On Thursday, 30th of September, 2021, Nigeria celebrated her military-caped edifice marking its 45 years of existence. The National Theatre of Nigeria, popularly called the NATIONAL HOME OF ENTERTAINMENT, is located in Iganmu, Surulere, Lagos State.

It was set up by the National Theatre and the National Troupe Board Act issued on the 29th of October, 1991, construction started in 1975 and was completed in 1976 under former president Olusegun Obasanjo’s regime in preparation for the Second World Festival of Arts and Culture (FESTAC) in 1977.

After the glamorous festival, this monument has not recorded a gathering as intense as the 1977’s. In fact, for many years; it has since sat gloomily like a bound captive awaiting saviours who would re-enact Nigeria’s story on stage for the presentation, preservation, and promotion of her culture and stir global attraction.
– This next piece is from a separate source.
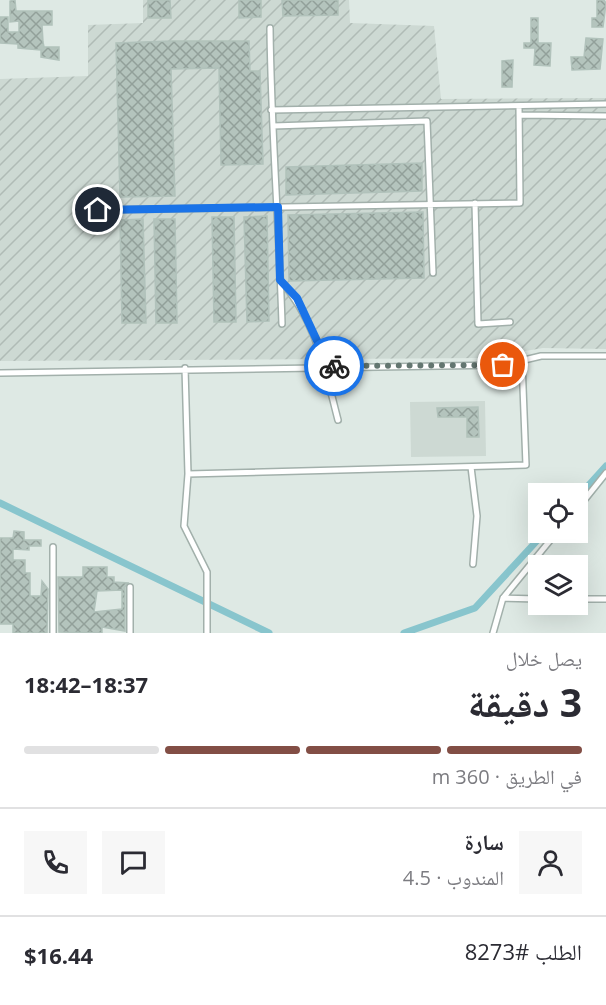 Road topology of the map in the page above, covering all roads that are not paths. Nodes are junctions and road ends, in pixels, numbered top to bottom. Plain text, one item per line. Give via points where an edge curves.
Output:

The current General Manager/CEO, Professor Sunday Enesi Ododo, noted in his opening speech at the celebration, that an environment of peace and understanding is a crucial requirement for the progress of the national theatre stating as ‘united will stand and divided will fall’. He also reaffirmed his commitment to reviving the theatre back to its glory while urging the staff members to take personal development seriously as the progress of the theatre requires a collective effort. He assured that the era of backbiting is over and that the era of progress has begun.

In his lecture, Professor Tunji Azeez, a professor of the Theatre, Films, and Cultural Studies in the Department of Theatre, Films, and Cultural Studies, Lagos State University, listed some necessities to be put in place in the attempt to revive the spirit of the national theatre.

1.) The new pilot must not and cannot be a civil servant; his attitude, his dressing, his outlook to life must reflect the new direction of the theatre as a business organisation. This should run through the entire mill of the organisation.

2.) The staffers of the new National theatre must be retrained to key into the new vision of the organisation.

3.) The nation’s culture house CANNOT close its doors at 4:00 PM and expect any change.

4.) The new National Theatre must create reward schemes for staffers in the form of incentives and commissions for attracting profitable businesses.

5.) The new pilot must work with the academia and the press not only for policy direction and implementation but also very importantly, for documentation.

He also recommended that the new national theatre should devise programmes to capture all strata of the society; identify all the troupes in the country and begin to collaborate with them on projects; be a major player in the unification of the nation; realise that businessmen are on the prowl and because they are businessmen and women, their interests come first. He remarked that if at all, the theatre loses its soul to those hubs when they come, it would be because the drivers of the engine of the theatre are ill-prepared for the revolution, not because the hubs have come to kill the National Theatre.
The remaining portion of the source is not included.